Les mouettes du lac Salé
Il y a longtemps de cela, les caravanes de pionniers, formées de chariots couverts tirés par des chevaux, quittaient les côtes de l'Atlantique pour atteindre les grandes plaines d'Amérique du Nord. Après un voyage épuisant, les hommes atteignaient les montagnes Rocheuses. Puis, non sans avoir parcouru encore un long chemin, ils finissaient par arriver dans une grande vallée entourée de hautes montagnes. C'était une plaine de sable blanc, dans un pays où la pluie ne tombait presque jamais. Cependant, les neiges éternelles, sur le sommet des montagnes, alimentaient de nombreux petits ruisseaux qui descendaient le long des pentes et venaient se jeter dans un beau lac bleu, au milieu de la plaine de sable, une petite mer intérieure, salée comme la grande mer.
C'est là que certains pionniers s'arrêtèrent, au lac Salé. Ils bâtirent des cabanes pour passer l'hiver. Ils avaient mis tant de mois pour faire ce terrible voyage que beaucoup d'entre eux étaient morts en cours de route, à cause du froid, de la fatigue, de la maladie et, une fois sur place, beaucoup d'autres moururent encore pendant l'hiver. Les provisions de ceux qui avaient survécu étaient presque épuisées, et leur vie dépendait de la récolte qui allait mûrir. À force de courage et de travail, ils avaient rendu le pays fertile en construisant des canaux pour l'eau des ruisseaux, et ils avaient pu ainsi semer du maïs, du blé et des légumes verts. Ce qui constituait leur subsistance ainsi que celle de leur bétail. À présent, ils attendaient…
Le printemps vint et le blé poussa, le maïs poussa aussi, ainsi que tous les légumes. La terre brune de la plaine était couverte de petites tiges vertes et tendres qui grossissaient à vue d'œil. La joie était dans tous les cœurs ; les pionniers étaient récompensés de tous leurs sacrifices. Une vie nouvelle et prospère s'ouvrait à eux quand, soudain, une chose terrible arriva…
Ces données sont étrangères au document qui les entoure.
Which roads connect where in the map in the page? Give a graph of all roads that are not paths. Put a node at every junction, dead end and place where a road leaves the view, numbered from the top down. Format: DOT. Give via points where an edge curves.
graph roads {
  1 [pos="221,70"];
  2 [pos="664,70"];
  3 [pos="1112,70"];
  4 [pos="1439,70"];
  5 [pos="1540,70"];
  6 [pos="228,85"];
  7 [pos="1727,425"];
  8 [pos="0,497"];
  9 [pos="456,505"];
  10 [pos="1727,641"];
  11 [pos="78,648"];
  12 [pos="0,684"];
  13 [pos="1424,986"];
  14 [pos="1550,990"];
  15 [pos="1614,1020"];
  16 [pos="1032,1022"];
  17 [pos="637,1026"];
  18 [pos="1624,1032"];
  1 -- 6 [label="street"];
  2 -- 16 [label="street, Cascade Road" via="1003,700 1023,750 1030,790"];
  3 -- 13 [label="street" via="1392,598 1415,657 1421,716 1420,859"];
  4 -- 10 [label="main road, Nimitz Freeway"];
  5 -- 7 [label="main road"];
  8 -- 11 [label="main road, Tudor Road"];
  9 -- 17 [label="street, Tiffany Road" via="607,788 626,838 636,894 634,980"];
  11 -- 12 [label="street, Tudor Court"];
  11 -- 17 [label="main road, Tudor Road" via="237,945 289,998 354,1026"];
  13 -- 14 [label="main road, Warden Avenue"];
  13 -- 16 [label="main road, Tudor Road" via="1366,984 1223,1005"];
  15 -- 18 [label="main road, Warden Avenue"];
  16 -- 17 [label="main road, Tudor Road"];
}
Un matin, les hommes qui veillaient à l'irrigation virent un grand nuage noir passer sur la colline et s'avancer vers la plaine. D'abord, ils eurent peur que la grêle ne détruise leurs récoltes, mais ils entendirent bien vite un bruit dans l'air, comme un roulement, et quand le nuage fut plus près, ils virent qu'il était formé d'un nombre incroyable de sauterelles ! Elles s'abattirent sur les champs, dévorant aussitôt les plantes. Les hommes tentèrent de les tuer, mais plus ils en éliminaient, plus il en venait ! Ils allumèrent des feux, creusèrent des fossés. Rien n'y faisait. De nouveaux bataillons de sauterelles arrivaient pour remplacer celles qui étaient détruites ! Épuisés, malheureux, les gens tombèrent à genoux, qui pleurant et criant, qui priant pour la délivrance.
Tout à coup, dans le lointain, dans le ciel, au-dessus du lac bleu, on entendit un bruissement d'ailes et des petits cris sauvages. Le bruit enfla, et les gens levèrent la tête. S'agissait-il encore de sauterelles ? Non. C'était une horde de mouettes. Rapides, battant l'air de leurs ailes blanches, les mouettes arrivaient par centaines, par milliers. « Des mouettes, des mouettes ! criait-on de tous côtés. Qu'est-ce que cela veut dire ? » Les mouettes planaient au-dessus des têtes, poussant de petits cris aigus, puis, tout à coup, elles plongèrent vers la foule, comme un immense nuage blanc. « Malheur, malheur ! crièrent les pauvres gens. Nous sommes perdus ! Tout ce que les sauterelles ont laissé, les mouettes vont le manger ! » Mais soudain, quelqu'un s'écria : « Regardez ! Les mouettes mangent les sauterelles ! » Et c'était bien vrai. Les mouettes dévoraient les sauterelles par milliers. Elles en avalaient jusqu'à n'en plus pouvoir, puis s'envolaient vers le lac, tandis que d'autres arrivaient avec une nouvelle ardeur. Et quand, à la fin, elles reprirent le chemin de leurs nids, il ne restait plus une sauterelle dans les champs, et le peuple fut sauvé.
Depuis ce jour, dans la colonie du lac Salé, on apprend aux enfants à respecter les mouettes. Et lorsque les écoliers commencent à dessiner et à écrire, bien souvent, leur tout premier dessin est celui d'une mouette.